OHSU Researcher Discovers Target for New Anxiety-Reducing Drugs
10/03/02 Portland, Ore.
Discovery may lead to nonaddictive drugs with fewer side effects
Researchers at Oregon Health & Science University (OHSU) have located a new target in the brain for the development of improved anti-anxiety medications. Through the use of a mouse model, researchers found that absence of a certain enzyme greatly reduces both anxiety and stress in the animals when compared to normal mice. The researchers believe this information can also be applied to humans and used in the development of better medications for serious anxiety disorders. The research is printed in the October issue of The Journal of Clinical Investigation. Jacob Raber, Ph.D., an assistant professor of behavioral neuroscience in the OHSU School of Medicine collaborated with researchers at the University of California, San Francisco, and the University of North Carolina on the project.

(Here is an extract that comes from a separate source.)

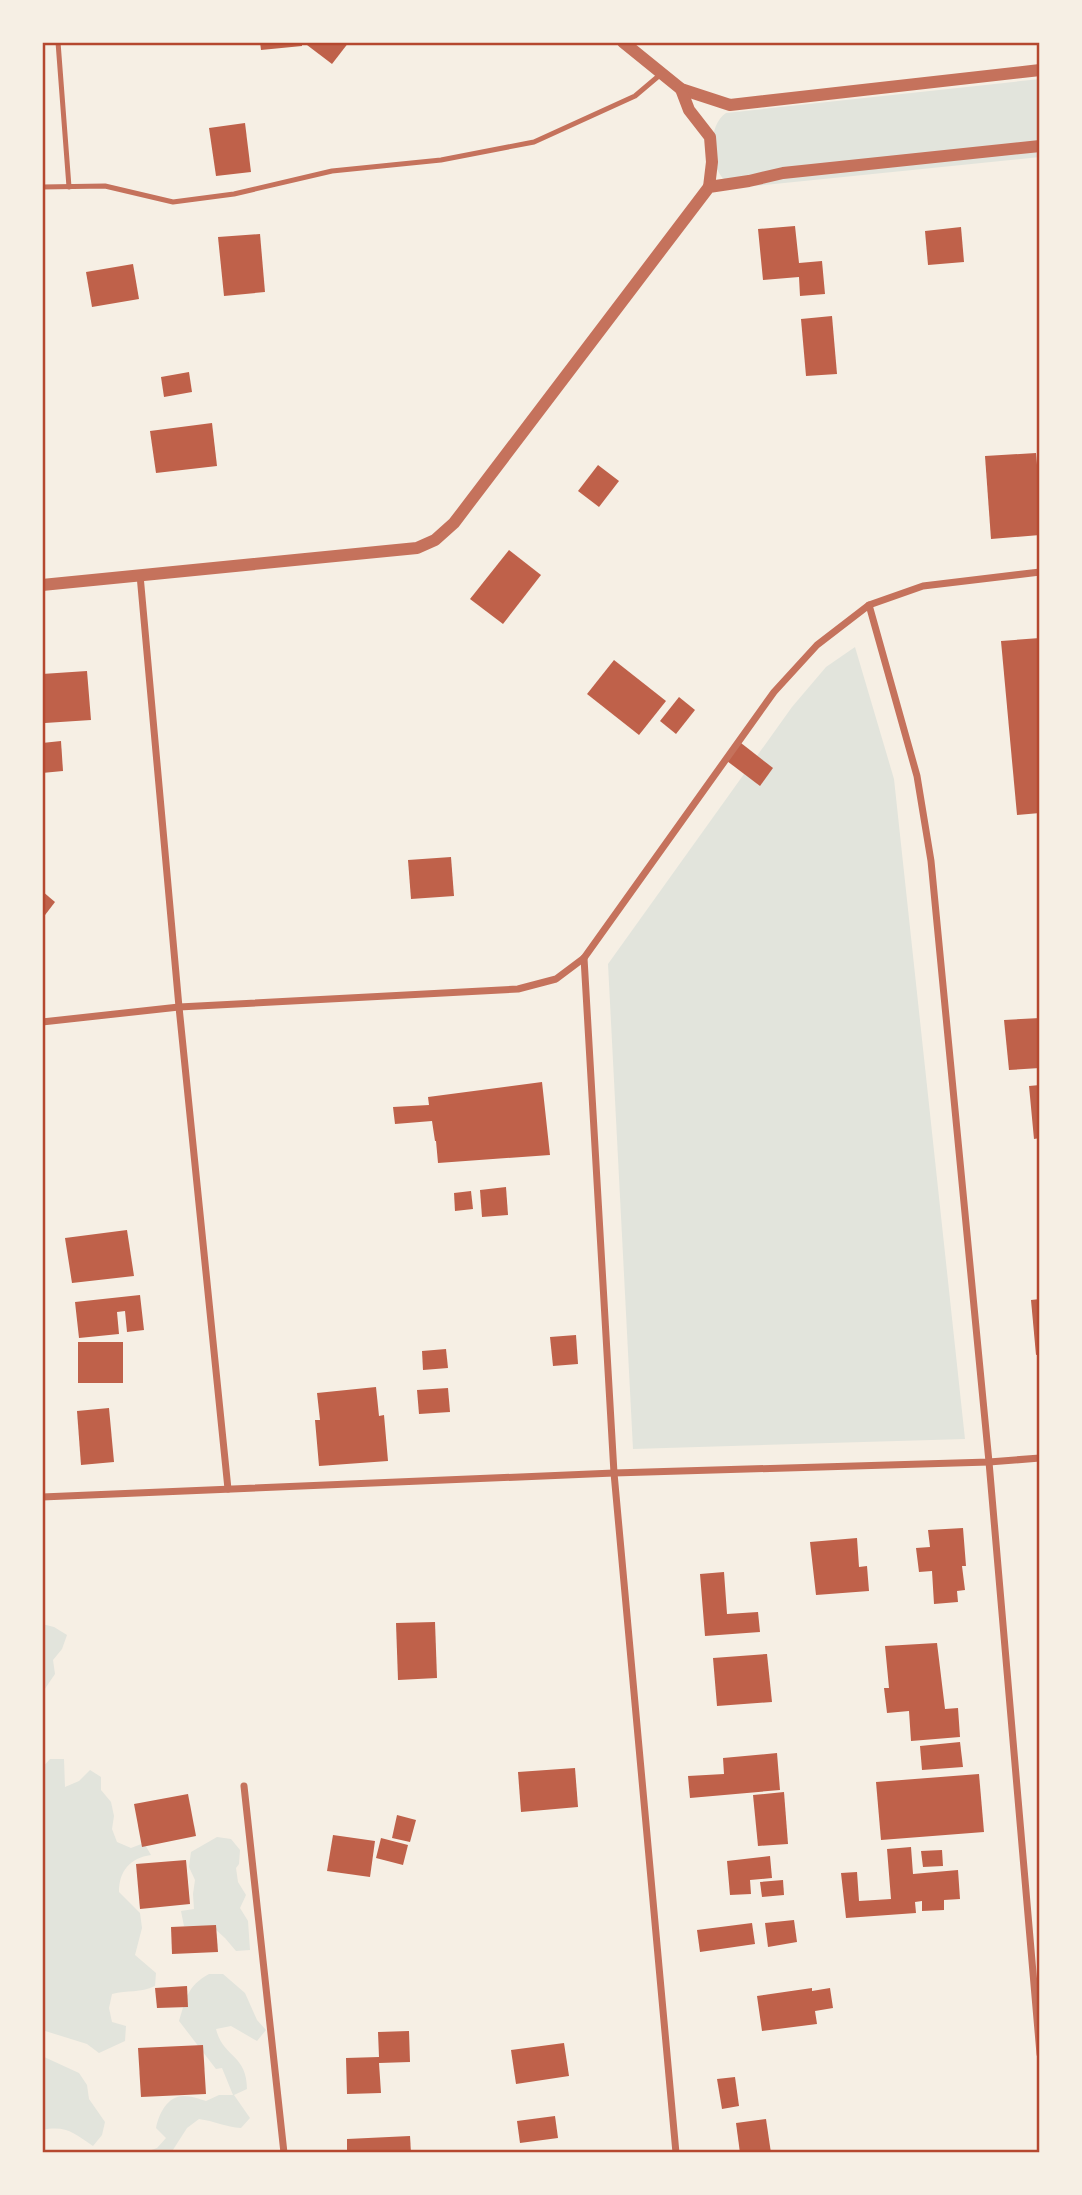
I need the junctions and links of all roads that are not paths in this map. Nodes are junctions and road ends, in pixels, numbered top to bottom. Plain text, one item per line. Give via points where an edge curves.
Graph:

"To conduct this study, we used a strain of mouse that lacks an enzyme called protein kinase Ce (PKCe)," said Raber. "Earlier work showed that this enzyme interacts with GABA A receptors in the brain. As activation of GABA A receptors reduces anxiety, we tested whether PKCe deficiency reduces anxiety. This research demonstrated that a complete absence of the enzyme greatly reduces anxiety. While there are anxiety medications such as Valium currently on the market, these pharmaceuticals often act as a sedative. Even more concerning, many anxiety medications are addictive in nature. We believe this enzyme may be an ideal drug target for medications without serious side effects."
To examine stress and anxiety levels in the mice bred without PKCe, researchers recorded the animals' response to certain conditions and compared their reactions to normal mice. For instance, animals lacking PKCe were less timid about open lighted areas. These mice also exhibited reduced stress in response to being placed in a confined space for a limited amount of time.
"Much like mice, humans can also become stressed by their environment. Some people find riding in a crowded subway car to be a stressful activity," said Raber.
The research also helps explain the mechanisms involved in the body's creation of stress. With this information, physicians may use PKCe levels as a method of determining stress levels in their patients.
The State of California, the National Institute for Alcoholism and Alcohol Abuse, and other components of the National Institutes of Health supported this research.
Anxiety disorders include: obsessive-compulsive disorder, panic disorder, post-traumatic stress disorder, phobias and social anxiety disorder.
At any given time, an estimated 20 million Americans suffer from anxiety at levels that require treatment.
Anxiety disorders are the most common mental illness in the United States with 19.1 million (13.3 percent) of the adult U.S. population (aged 18-54) being affected.
People with an anxiety disorder are three to five times more likely to go to the doctor and six times more likely to be hospitalized for psychiatric disorders than nonsufferers.